Saved entries
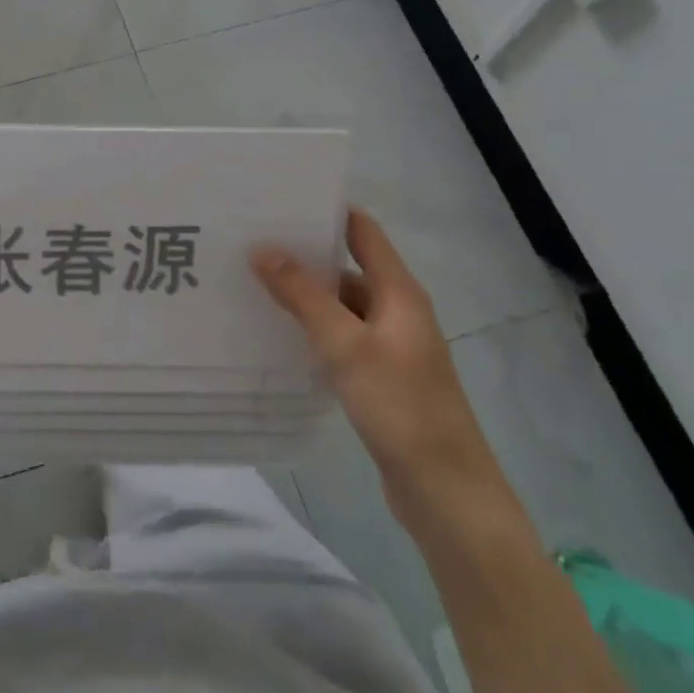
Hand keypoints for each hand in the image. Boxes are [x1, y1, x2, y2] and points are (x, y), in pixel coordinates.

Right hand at [252, 210, 513, 536]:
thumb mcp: (345, 345)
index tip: (278, 201)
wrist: (444, 491)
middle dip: (302, 255)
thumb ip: (303, 295)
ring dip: (303, 295)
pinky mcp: (379, 376)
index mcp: (398, 292)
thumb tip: (262, 248)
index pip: (362, 232)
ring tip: (251, 284)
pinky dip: (311, 329)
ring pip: (339, 306)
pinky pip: (340, 337)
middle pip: (346, 267)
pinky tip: (276, 334)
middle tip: (248, 243)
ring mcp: (389, 345)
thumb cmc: (400, 407)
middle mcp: (396, 310)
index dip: (326, 211)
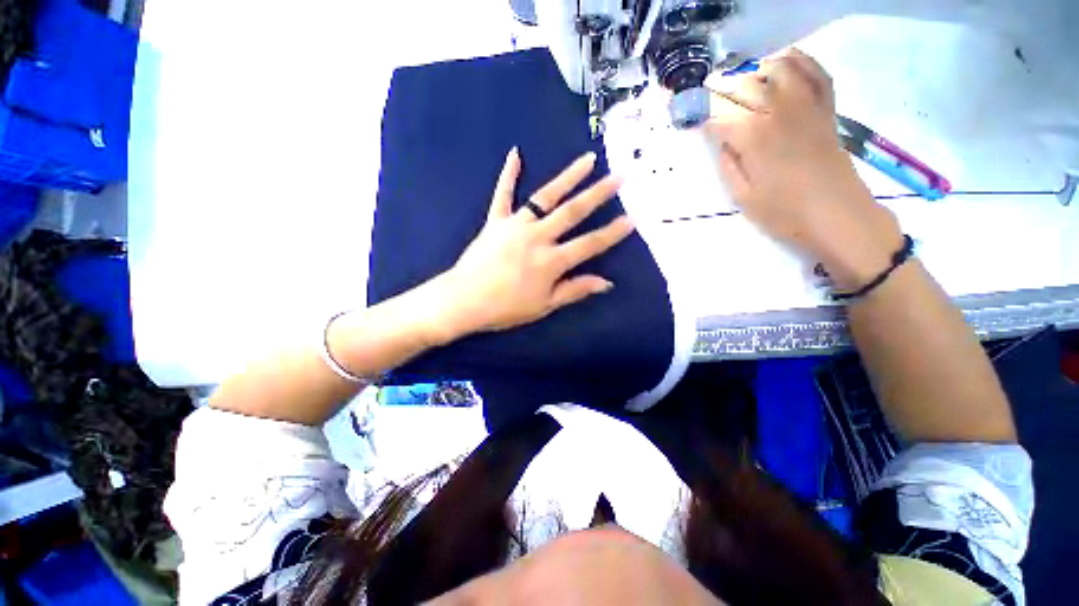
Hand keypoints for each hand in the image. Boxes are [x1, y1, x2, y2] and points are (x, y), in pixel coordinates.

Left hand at [426, 148, 634, 341]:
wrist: (464, 300)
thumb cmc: (506, 308)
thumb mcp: (544, 306)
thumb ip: (575, 290)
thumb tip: (606, 282)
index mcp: (551, 261)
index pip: (590, 244)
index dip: (613, 233)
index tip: (632, 219)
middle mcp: (537, 237)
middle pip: (573, 212)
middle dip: (599, 194)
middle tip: (618, 176)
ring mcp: (515, 225)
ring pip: (546, 196)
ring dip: (568, 176)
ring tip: (588, 159)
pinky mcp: (495, 221)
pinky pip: (503, 194)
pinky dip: (508, 174)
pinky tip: (515, 153)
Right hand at [702, 48, 902, 289]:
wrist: (838, 215)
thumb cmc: (785, 212)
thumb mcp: (743, 196)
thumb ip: (729, 165)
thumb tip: (723, 143)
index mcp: (753, 136)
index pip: (720, 116)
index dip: (704, 118)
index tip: (697, 124)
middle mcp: (778, 110)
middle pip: (746, 84)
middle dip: (725, 91)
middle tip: (716, 104)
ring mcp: (807, 105)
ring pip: (779, 68)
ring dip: (757, 71)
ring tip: (745, 84)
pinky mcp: (826, 109)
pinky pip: (816, 72)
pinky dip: (799, 61)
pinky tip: (784, 62)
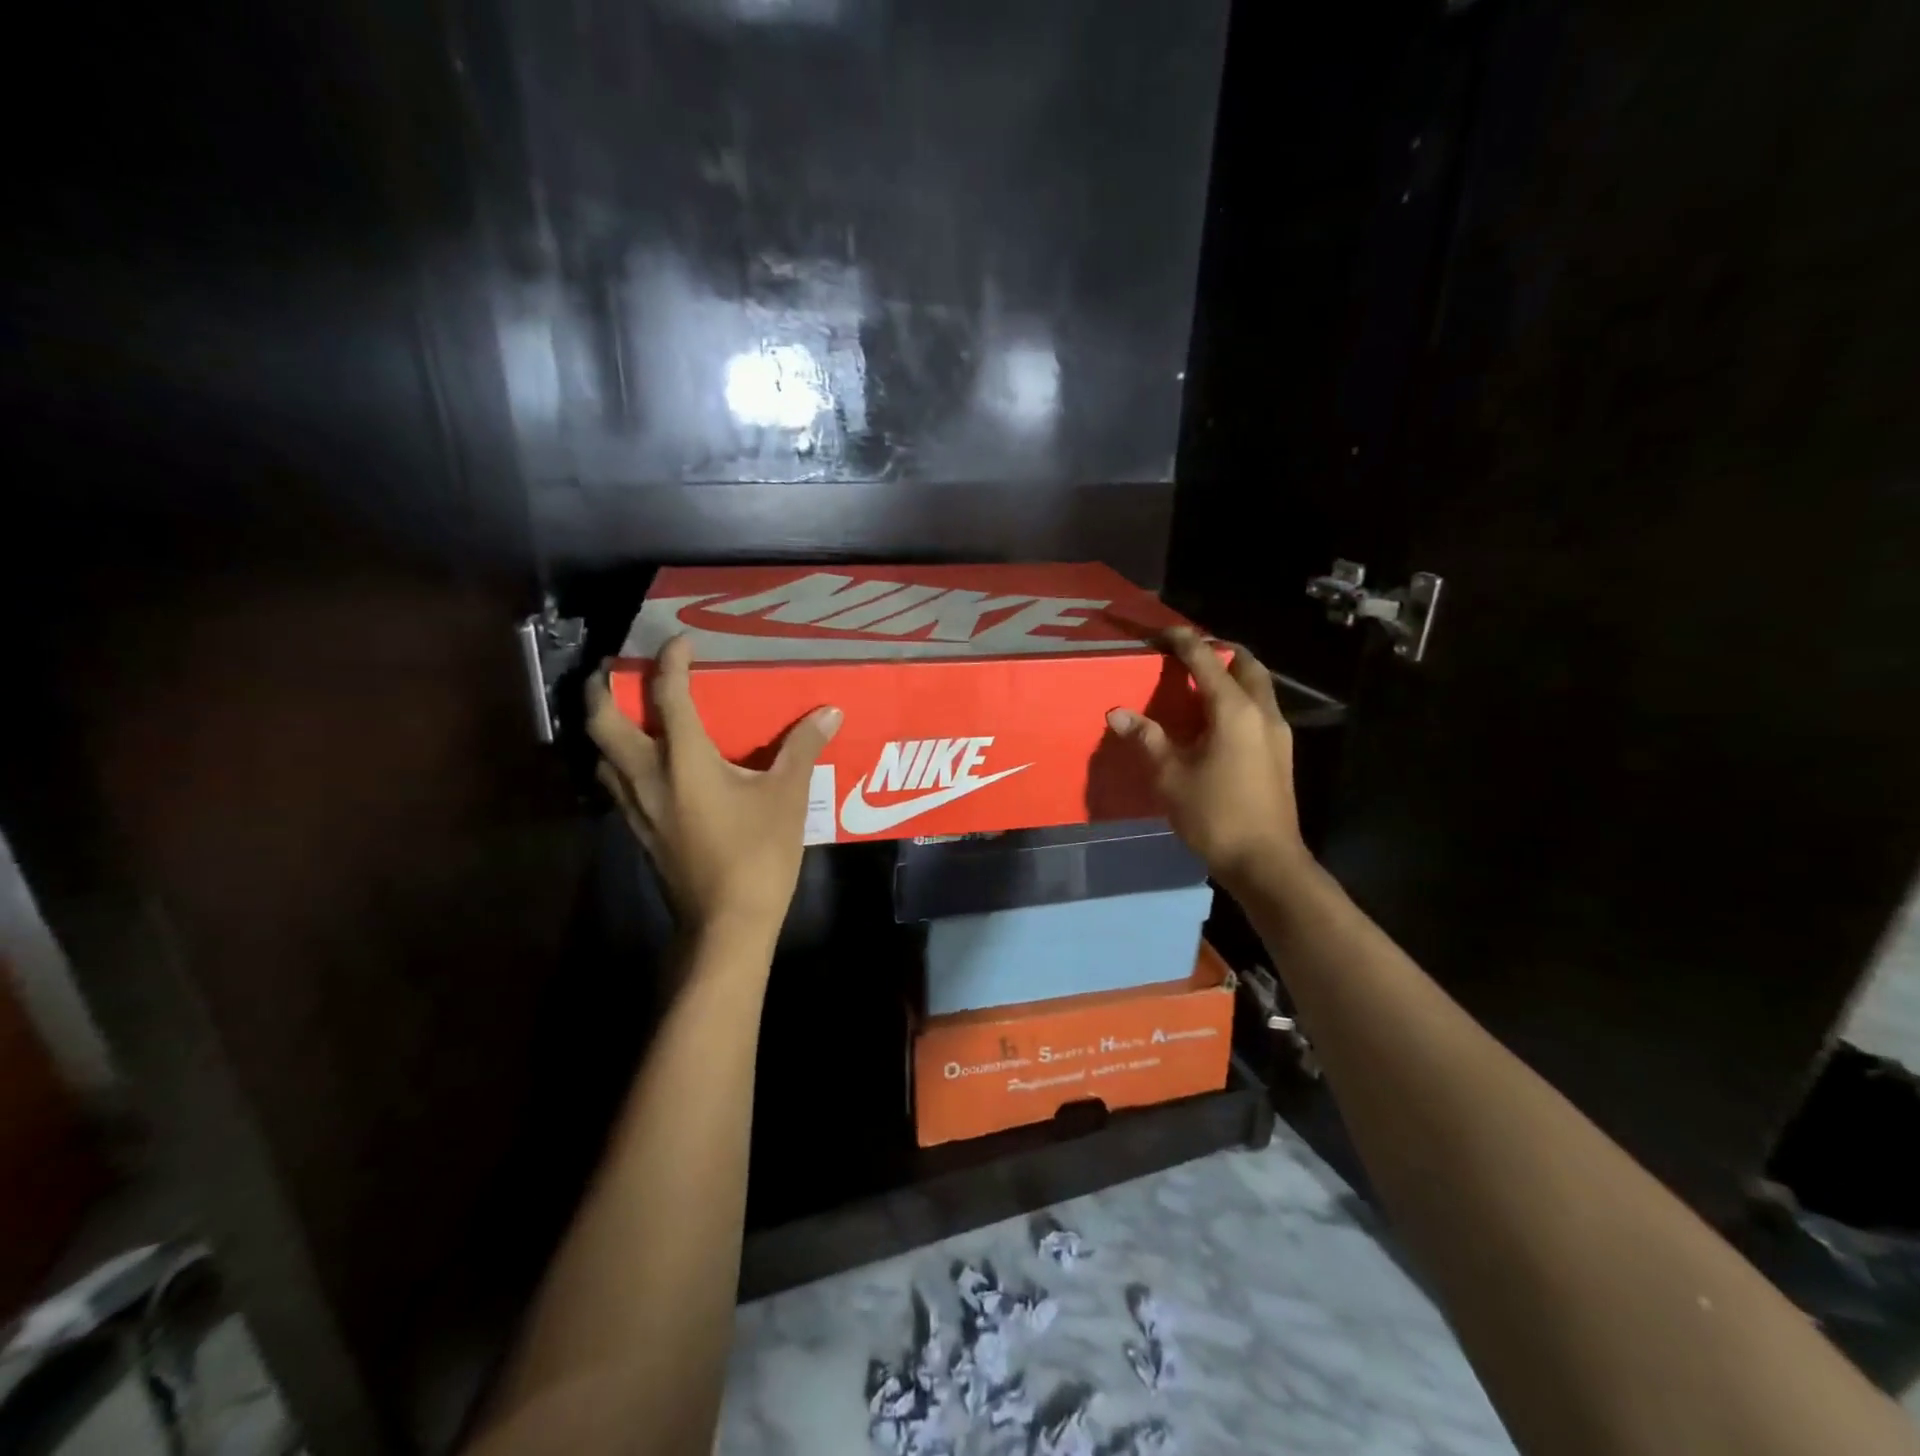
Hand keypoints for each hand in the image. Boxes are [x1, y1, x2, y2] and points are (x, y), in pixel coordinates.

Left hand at [586, 636, 841, 942]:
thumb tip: (830, 712)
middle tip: (617, 669)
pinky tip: (643, 765)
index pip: (667, 697)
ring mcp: (635, 807)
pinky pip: (614, 782)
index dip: (670, 663)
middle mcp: (647, 777)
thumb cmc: (759, 855)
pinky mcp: (638, 831)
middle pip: (604, 722)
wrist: (726, 922)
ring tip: (624, 712)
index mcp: (684, 761)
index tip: (679, 642)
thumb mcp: (788, 798)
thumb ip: (803, 749)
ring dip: (604, 726)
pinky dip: (617, 759)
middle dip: (603, 689)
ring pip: (600, 755)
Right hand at [1106, 629, 1311, 891]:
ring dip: (1231, 674)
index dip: (1182, 641)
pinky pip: (1260, 707)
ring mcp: (1277, 732)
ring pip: (1257, 685)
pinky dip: (1238, 697)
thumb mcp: (1170, 776)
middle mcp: (1262, 711)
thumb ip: (1146, 738)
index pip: (1206, 659)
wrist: (1265, 861)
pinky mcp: (1280, 752)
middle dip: (1217, 650)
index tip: (1161, 632)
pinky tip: (1214, 719)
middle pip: (1244, 663)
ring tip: (1197, 683)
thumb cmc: (1214, 815)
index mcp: (1234, 710)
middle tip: (1186, 654)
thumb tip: (1118, 713)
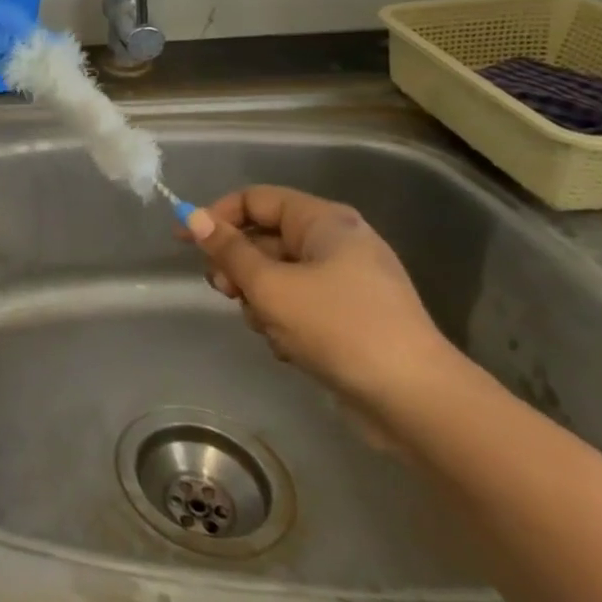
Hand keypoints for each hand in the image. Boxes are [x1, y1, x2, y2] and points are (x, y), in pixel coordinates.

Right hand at [183, 185, 462, 411]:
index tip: (184, 242)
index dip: (216, 216)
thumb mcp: (269, 285)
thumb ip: (227, 250)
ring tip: (266, 326)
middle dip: (237, 265)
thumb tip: (193, 216)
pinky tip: (288, 347)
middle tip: (225, 291)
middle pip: (263, 238)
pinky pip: (298, 305)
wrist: (417, 402)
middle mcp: (336, 243)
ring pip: (276, 276)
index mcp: (324, 222)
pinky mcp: (350, 318)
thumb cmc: (338, 327)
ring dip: (259, 299)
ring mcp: (346, 282)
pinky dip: (283, 321)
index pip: (255, 199)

• _EXERCISE REQUIREMENTS_: Copy each line of the entries in which the string "Right" is found.

• _TASK RESPONSE_:
Right hand at [252, 210, 513, 536]:
Right hand at [702, 48, 902, 289]:
Right hand at [1106, 629, 1311, 891]:
Right hand at [183, 185, 462, 411]:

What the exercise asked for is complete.